(Domingos Amaral)
Episódio Nº 233
Ramiro, sentindo-se ofendido, levou a mão
à espada e gritou:
-
Olhai que vos arranco a língua, infiel asqueroso.
Era evidente que aqueles dois não se
suportavam e na manhã seguinte, no início da festa, isso ainda foi mais óbvio.
No pátio da Sé viam-se já muitos
populares. As mouras estavam num palanque, para o qual Ramiro não deixou subir
o almocreve, enxotando-o, tratando-o como se ele fosse um mero popular, um
intruso sem direitos especiais que não podia juntar-se às amigas.
O monge guerreiro sentia-se orgulhoso dos
seus novos companheiros, todos vestidos de cotas de malha e cobertos por novos
mantos brancos, com uma cruz vermelha bordada no peito.
Era o novo hábito da Ordem do Templo de
Salomão que sucedia à anterior Ordem dos Pobres Cavaleiros de Cristo.
Do grupo original, que viera de Viseu já
tinham morrido o Mestre Gondomar, o Urso, o Ameixa e o Santinho e só restavam o
Velho, o Rato e o Peida Gorda, além de Ramiro.
A eles se haviam juntado novos membros vindos
do Porto, de Lamego e Guimarães e até de Compostela, cavaleiros que se tinham
aventurado para o Sul na esperança de combater infiéis.
Curiosamente, havia também três moçárabes,
dois dos quais eram provenientes de Lisboa e um de Santartém.
Ramiro gabou a qualidade guerreira deste
último, um pastor com quem um ano antes se cruzara na estrada e a quem
sugerira, caso não tivesse sorte na povoação scalabitana, vir alistar-se em
Soure.
Aos poucos Ramiro dera conta de que o
pastor era hábil com a lança, com as flechas e sobretudo com a espada, e logo o
começara a enviara em missões difíceis, enfurecendo o Rato que tinha ciúmes do
novato.
Quando o novo bispo de Coimbra se
aproximou do púlpito, para iniciar a cerimónia, as trocas de olhares entre todos
estavam no auge.
Em frente ao palanque, Mem admirava Zaida,
que sorria a Gonçalo e também ao príncipe. Já Ramiro admirava o pastor,
enquanto o Rato se contorcia enervado.
Éramos todos tão jovens... Eu tinha vinte
e um anos, tal como Gonçalo e Fátima; Zaida dezoito; Afonso Henriques vinte
tantos como Ramiro, Peres Cativo vinte e três e Mem apenas vinte e quatro.

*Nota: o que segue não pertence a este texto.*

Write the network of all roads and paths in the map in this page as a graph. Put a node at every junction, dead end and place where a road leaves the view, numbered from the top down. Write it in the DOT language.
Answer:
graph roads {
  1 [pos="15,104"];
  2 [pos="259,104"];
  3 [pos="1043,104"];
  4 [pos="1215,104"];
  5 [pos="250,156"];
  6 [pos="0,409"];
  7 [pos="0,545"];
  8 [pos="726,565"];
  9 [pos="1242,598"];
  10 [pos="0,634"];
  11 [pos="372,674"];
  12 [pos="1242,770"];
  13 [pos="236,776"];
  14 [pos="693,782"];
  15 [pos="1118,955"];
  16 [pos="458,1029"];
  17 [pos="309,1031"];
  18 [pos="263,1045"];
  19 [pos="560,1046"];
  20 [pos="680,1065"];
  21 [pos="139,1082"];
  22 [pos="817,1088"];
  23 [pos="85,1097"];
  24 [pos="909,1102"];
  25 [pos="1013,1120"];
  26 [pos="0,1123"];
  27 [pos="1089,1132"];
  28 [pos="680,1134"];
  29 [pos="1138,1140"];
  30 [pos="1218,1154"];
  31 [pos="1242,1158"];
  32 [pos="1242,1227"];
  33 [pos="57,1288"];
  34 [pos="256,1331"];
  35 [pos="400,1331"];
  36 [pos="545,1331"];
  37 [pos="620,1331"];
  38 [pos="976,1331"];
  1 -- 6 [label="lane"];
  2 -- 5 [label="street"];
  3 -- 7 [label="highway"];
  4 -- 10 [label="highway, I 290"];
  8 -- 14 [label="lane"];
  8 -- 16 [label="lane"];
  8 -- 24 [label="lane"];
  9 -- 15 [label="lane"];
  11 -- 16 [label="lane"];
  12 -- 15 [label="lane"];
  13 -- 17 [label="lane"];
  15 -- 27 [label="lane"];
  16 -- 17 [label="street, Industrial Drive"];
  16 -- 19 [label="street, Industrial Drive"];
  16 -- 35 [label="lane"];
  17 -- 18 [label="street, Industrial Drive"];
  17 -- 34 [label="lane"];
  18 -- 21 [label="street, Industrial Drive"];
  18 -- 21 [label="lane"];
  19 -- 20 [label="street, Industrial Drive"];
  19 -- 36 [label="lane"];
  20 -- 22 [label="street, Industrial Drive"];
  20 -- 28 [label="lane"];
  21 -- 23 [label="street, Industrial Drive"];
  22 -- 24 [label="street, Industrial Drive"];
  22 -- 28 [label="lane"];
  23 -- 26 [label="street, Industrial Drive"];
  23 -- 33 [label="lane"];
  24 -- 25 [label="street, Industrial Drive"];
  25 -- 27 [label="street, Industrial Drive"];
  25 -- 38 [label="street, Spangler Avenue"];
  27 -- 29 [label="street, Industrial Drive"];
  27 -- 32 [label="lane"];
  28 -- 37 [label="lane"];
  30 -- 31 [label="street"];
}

Os desejos de folguedos, ou as paixões da
carne, distraem os homens e as mulheres, sobretudo quando são jovens e nesse
dia pagámos um preço alto por essas humanas perturbações, pois ninguém
conseguiu a tragédia que se seguiu.
Coimbra, Julho de 1129
Depois da missa dita por Bernardo, o novo
bispo de Coimbra, que substituíra o falecido Gonçalo Pais, o mestre Jean
entregou a Ramiro um texto sobre as regras da Ordem do Templo de Salomão.
O documento, que Jean trouxera de Cister,
fora escrito originariamente em latim por Bernardo de Claraval, intitulava-se
«de laude novae militiae» e tivera de
ser traduzido para que Ramiro o pudesse ler em voz alta e todos os presentes o
compreendessem.
Lembro-me de olhar para ele e admitir que
talvez a morte de Paio Soares o tivesse libertado da opressão que sempre o subjugara.
Sabia que fora apaixonado por Chamoa e que
se alistara na Ordem para fugir do pai, mas sempre me parecera um rapaz
submisso e soturno, por isso espantei-me com aquela nova maneira dele,
entusiasmado e confiante, enquanto lia aquele texto.